PURPOSE: We characterized the de-epithelialized human amniotic membrane (HAM), and compared cell attachment and proliferation efficiencies.
METHODS: HAM was de-epithelialized by 20% ethanol (AHAM), 1.2 U/mL Dispase (DHAM), 0.02% EDTA (EHAM), 0.25% trypsin-EDTA (THAM), and 5 M urea (UHAM), respectively, followed by gentle scraping with a #15 blade. Surface topology, extracellular matrix (ECM), and growth factor content were characterized and compared to intact HAM by electron microscopies (EM), atomic force microscopy (AFM), immunohistochemistry, and Western blotting. Primary human limbal epithelial cells (LEC) attachment and proliferation efficiencies were assayed. Statistical significance was calculated by SPSS and Fisher's least significant difference test.

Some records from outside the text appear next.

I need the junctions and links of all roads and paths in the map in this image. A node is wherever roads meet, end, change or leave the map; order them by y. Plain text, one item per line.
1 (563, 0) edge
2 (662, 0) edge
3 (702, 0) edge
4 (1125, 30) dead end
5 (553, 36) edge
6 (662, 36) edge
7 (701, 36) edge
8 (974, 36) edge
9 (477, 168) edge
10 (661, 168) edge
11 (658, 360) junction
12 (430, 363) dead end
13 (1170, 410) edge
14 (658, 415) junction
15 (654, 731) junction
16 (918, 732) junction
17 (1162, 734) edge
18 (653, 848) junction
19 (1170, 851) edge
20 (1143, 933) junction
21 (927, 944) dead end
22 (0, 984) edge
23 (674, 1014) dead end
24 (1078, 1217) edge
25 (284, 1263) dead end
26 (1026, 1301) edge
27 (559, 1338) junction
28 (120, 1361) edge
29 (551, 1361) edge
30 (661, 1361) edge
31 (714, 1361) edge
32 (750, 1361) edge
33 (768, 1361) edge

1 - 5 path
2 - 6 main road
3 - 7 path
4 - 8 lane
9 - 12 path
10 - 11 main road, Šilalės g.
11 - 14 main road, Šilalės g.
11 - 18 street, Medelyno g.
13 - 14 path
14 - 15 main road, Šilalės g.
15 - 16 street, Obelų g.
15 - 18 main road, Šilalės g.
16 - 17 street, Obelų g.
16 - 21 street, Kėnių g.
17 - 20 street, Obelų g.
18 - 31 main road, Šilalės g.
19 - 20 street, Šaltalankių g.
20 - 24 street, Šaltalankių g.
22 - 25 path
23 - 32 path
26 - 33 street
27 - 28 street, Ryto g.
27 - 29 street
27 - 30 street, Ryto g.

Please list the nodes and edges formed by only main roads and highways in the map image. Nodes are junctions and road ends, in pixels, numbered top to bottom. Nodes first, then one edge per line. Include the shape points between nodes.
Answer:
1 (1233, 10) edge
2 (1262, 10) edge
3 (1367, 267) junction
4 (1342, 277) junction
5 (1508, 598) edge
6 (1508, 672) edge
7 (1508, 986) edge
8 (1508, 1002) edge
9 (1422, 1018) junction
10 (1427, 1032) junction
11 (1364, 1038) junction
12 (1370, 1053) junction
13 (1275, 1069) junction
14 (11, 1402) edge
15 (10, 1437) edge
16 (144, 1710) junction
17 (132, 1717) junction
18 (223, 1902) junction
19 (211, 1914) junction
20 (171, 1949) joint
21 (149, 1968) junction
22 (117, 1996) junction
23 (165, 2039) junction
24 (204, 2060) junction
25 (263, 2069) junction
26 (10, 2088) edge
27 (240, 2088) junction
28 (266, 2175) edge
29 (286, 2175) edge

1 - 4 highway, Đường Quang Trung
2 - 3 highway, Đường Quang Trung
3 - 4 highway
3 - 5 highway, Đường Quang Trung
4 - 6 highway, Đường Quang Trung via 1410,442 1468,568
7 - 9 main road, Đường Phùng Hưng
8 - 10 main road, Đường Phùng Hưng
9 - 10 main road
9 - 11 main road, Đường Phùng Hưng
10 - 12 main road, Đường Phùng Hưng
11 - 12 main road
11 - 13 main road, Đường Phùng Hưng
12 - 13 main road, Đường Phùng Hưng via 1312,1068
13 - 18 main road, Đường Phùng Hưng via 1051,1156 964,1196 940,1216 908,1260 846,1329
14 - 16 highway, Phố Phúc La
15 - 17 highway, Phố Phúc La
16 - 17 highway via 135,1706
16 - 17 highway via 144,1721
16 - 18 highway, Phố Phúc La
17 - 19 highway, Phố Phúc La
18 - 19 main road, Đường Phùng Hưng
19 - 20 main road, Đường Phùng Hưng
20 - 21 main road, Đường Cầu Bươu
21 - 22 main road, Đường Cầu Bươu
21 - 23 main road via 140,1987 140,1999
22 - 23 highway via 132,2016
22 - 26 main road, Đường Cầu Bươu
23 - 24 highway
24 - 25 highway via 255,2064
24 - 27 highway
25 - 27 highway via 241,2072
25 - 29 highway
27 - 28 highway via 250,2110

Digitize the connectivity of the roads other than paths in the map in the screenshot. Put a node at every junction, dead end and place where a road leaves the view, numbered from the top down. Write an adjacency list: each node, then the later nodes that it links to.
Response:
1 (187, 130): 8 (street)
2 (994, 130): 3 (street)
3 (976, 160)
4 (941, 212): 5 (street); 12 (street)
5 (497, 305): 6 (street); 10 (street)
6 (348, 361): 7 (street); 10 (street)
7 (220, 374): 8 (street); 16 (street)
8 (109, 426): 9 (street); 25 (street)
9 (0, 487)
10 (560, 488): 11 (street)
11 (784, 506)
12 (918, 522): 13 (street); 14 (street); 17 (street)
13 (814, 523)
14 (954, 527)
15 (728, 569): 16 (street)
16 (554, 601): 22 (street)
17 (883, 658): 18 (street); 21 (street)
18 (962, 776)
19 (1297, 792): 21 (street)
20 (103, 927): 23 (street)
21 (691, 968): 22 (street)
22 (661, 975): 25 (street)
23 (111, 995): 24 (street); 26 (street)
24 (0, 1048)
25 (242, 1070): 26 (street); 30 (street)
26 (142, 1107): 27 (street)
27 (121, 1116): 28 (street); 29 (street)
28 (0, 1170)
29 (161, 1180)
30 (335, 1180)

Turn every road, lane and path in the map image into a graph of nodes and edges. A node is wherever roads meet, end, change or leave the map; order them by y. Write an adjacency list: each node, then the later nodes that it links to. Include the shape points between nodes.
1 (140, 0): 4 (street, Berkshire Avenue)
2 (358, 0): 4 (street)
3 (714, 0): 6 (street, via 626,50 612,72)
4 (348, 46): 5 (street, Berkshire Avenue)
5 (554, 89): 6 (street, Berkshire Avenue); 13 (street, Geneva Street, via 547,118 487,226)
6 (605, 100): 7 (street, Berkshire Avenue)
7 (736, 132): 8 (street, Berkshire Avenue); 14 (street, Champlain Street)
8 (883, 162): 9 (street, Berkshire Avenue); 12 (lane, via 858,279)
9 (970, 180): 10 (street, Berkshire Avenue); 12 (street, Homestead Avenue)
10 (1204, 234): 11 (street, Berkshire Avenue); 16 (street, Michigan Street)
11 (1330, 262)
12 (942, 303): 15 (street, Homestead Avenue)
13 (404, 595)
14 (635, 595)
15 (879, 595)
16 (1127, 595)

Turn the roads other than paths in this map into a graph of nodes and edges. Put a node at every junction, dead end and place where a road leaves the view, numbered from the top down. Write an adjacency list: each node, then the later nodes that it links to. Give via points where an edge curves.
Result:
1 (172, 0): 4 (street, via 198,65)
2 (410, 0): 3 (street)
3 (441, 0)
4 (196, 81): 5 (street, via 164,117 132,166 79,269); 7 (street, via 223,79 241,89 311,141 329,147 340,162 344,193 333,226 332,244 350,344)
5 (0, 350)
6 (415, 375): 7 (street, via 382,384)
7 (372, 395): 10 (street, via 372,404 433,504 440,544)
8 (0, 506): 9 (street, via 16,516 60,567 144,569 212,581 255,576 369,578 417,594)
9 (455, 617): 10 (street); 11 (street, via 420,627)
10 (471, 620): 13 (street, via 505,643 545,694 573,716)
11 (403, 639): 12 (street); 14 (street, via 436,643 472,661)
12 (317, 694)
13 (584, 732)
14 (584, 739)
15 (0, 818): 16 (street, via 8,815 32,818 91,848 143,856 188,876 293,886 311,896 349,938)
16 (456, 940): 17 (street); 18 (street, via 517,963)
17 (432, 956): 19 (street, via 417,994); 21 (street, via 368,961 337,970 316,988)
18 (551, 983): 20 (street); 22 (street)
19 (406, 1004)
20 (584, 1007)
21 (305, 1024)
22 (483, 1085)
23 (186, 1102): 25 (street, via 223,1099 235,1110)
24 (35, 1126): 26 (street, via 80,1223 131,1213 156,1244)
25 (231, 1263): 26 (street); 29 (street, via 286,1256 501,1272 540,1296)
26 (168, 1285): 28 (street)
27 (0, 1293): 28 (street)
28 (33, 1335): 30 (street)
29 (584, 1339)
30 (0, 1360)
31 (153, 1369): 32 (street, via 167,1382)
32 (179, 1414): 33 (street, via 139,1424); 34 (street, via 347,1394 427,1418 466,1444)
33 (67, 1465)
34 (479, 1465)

RESULTS: EHAM, THAM, and UHAM had intact basal lamina and smooth basement membrane surface shown under transmission and scanning EM, and AFM. Cell remnants stayed on AHAM. Disrupted basement membrane and stroma was found in DHAM. Immunostaining intensity quantification and hierarchical clustering revealed that ECM composition of EHAM and UHAM resembled intact HAM. In contrast, DHAM and THAM had drastic loss of ECM and growth factor content. LEC attachment efficiency at 24 hours after seeding was the highest in EHAM (51% as on conventional culture surface), followed by UHAM and AHAM. However, cell proliferation indices at day 10 of culture were similar among different HAM substrates, suggesting repair of ECM and basement membrane by growing epithelial cells.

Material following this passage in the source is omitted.